So, as you may have noticed, booting is critical part of the KubeFlex experience. In particular, KubeFlex makes heavy use of "PXE booting" which is a special way of booting a machine over one of it's network connections.

PXE booting works by sending extra information about network booting to a network interface over DHCP, the same protocol used for assigning IP addresses. Once the interface has an address, it will then know to contact other parts of the network over various different protocols to get what it needs until it is up and running. This can be problematic for many reasons though.

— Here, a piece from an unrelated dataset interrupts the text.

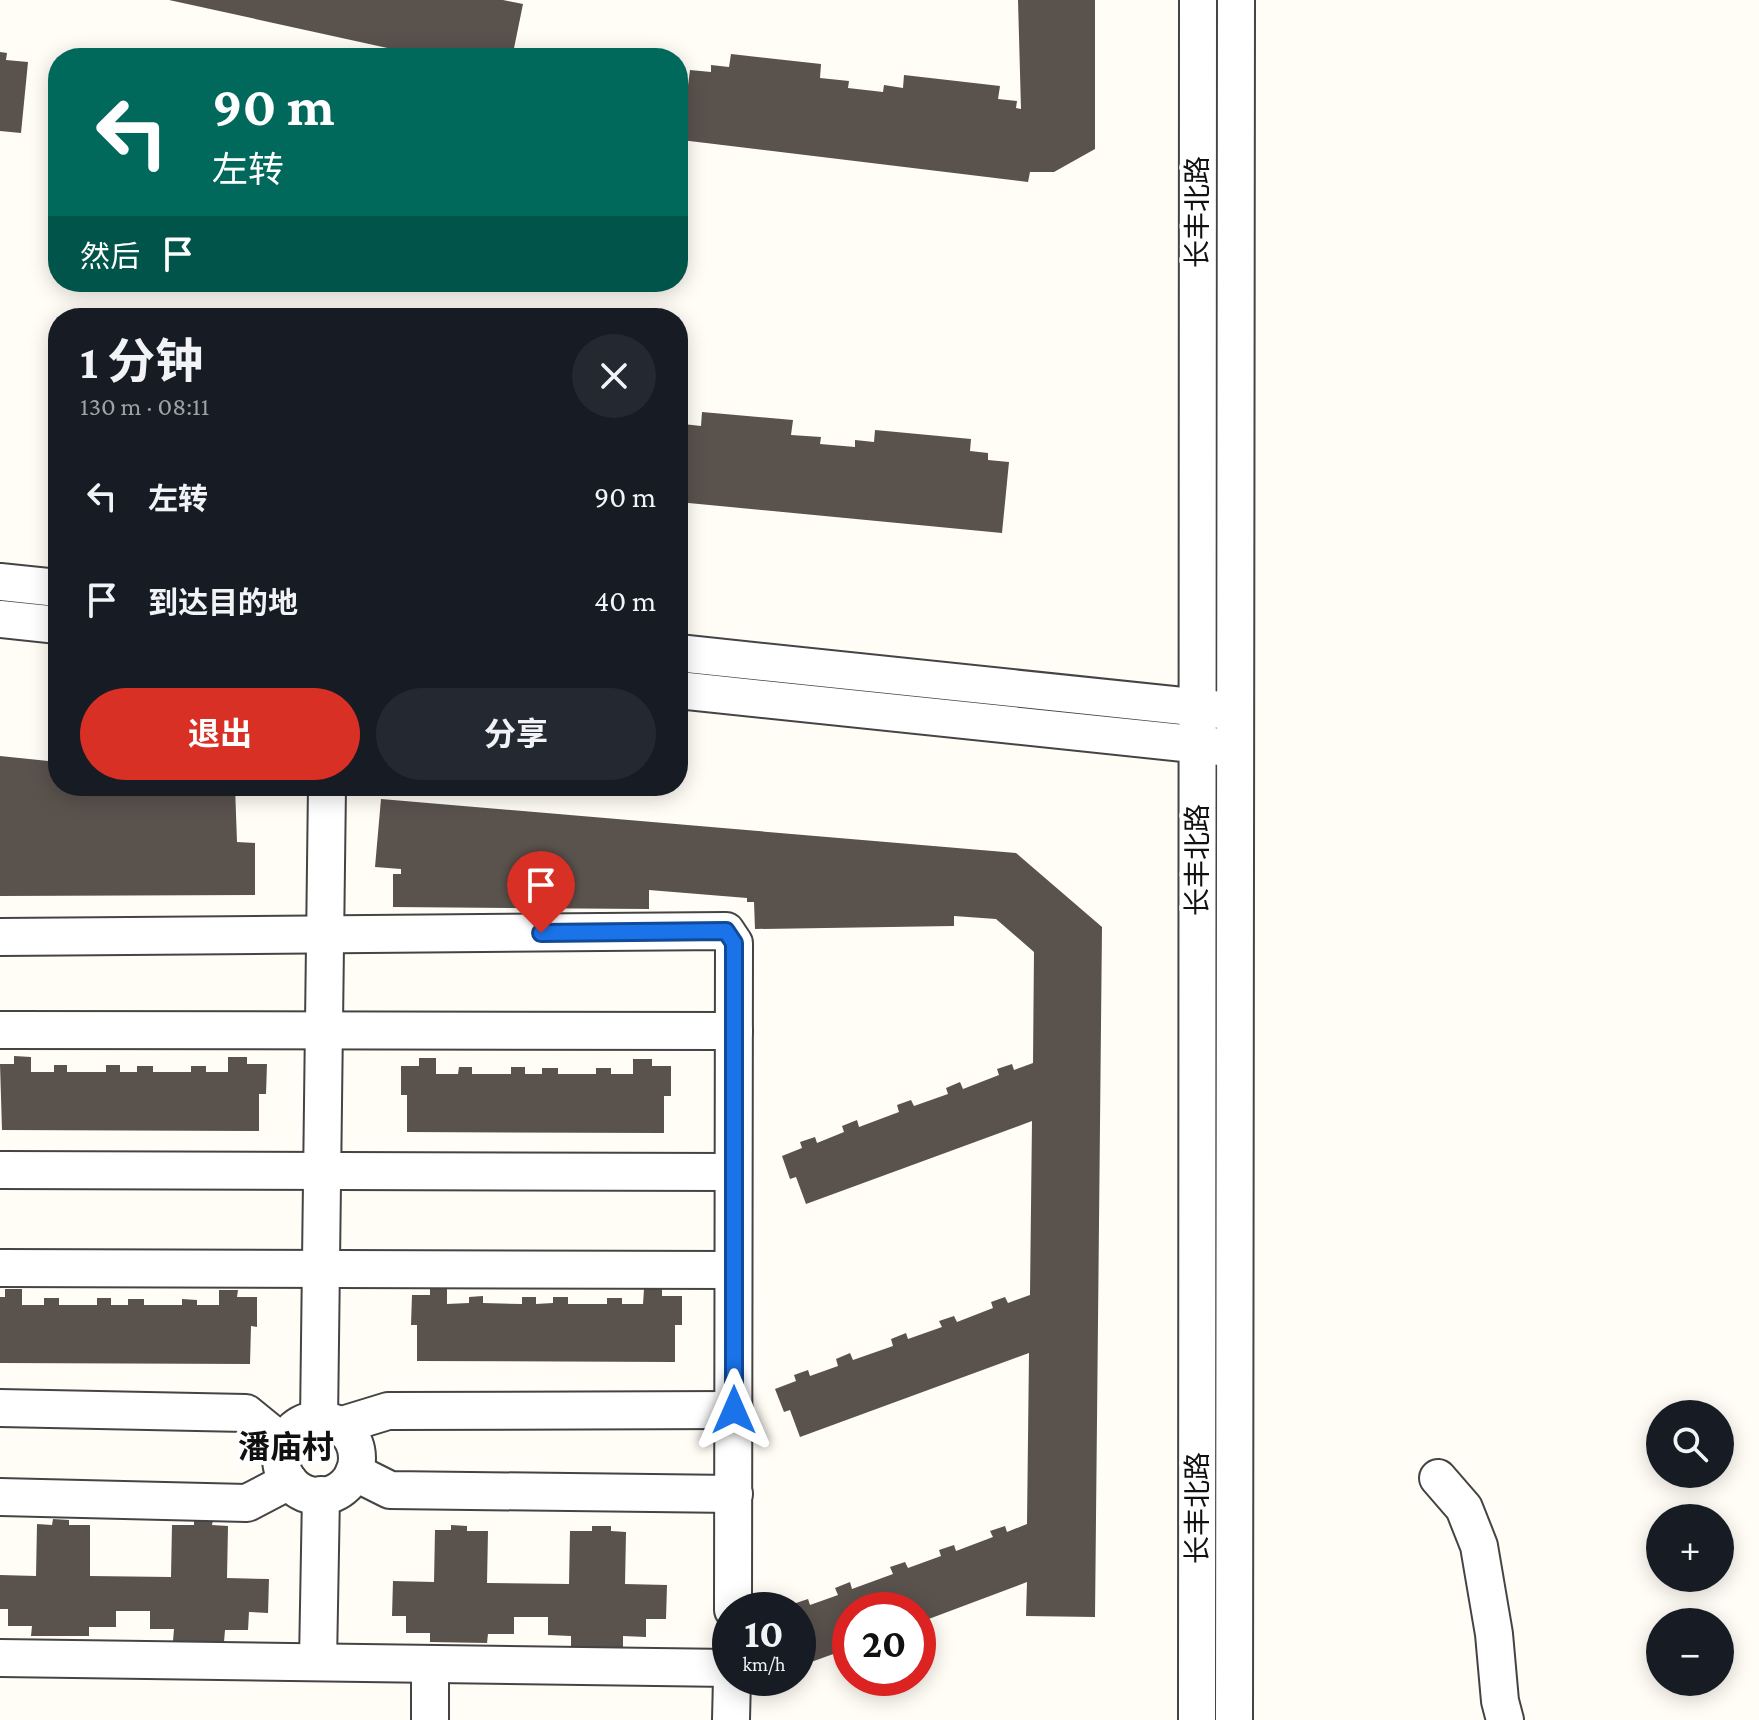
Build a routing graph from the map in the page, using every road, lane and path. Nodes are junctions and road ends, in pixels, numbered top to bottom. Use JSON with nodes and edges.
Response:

  1. First, modifying DHCP services in established environments is not usually allowed because it is possible to easily and unknowingly destabilize existing systems. For that reason, KubeFlex makes use of the lesser known "proxyDHCP" protocol which is specifically intended for supplying extra DHCP information, such as what we need for PXE boot, to DHCP clients without touching existing DHCP services. It essentially listens for the normal DHCP conversation and safely adds it's extra information to it.
  2. Next, some of the protocols involved operate at such a low level that they don't work over the internet. Which is great, because the protocols involved are also considered insecure and not internet safe anyways. For those reasons Agile Stacks has developed the "Boot Proxy" for KubeFlex which acts as an extension of KubeFlex in to your specific local environment. Boot Proxy handles all of the low level and insecure communication with machines on behalf of KubeFlex creating a reliable and secure system.
  3. Finally, PXE booting can introduce problems of machine identity. In the PXE process, all that is really and reliably known about a machine is the MAC address of the interface that is currently booting. Frequently, the MAC of a network interface is not a definitive identity for a machine. What if a NIC was replaced? What if the machine has more than 1 MAC? There are so many reasons it won't work and it can get complicated fast. For that reason, KubeFlex performs a machine discovery step during boot to establish identities based on what a machine actually is at a deeper level.

KubeFlex Boot Proxy

The KubeFlex Boot Proxy is software that Agile Stacks developed to be an extension of KubeFlex in your local environment. It enables KubeFlex to interact with the low level protocols used by the PXE boot process. In addition, it establishes a secure control connection back to the Agile Stack Control Plane so that your on-prem machines and clusters can be easily managed.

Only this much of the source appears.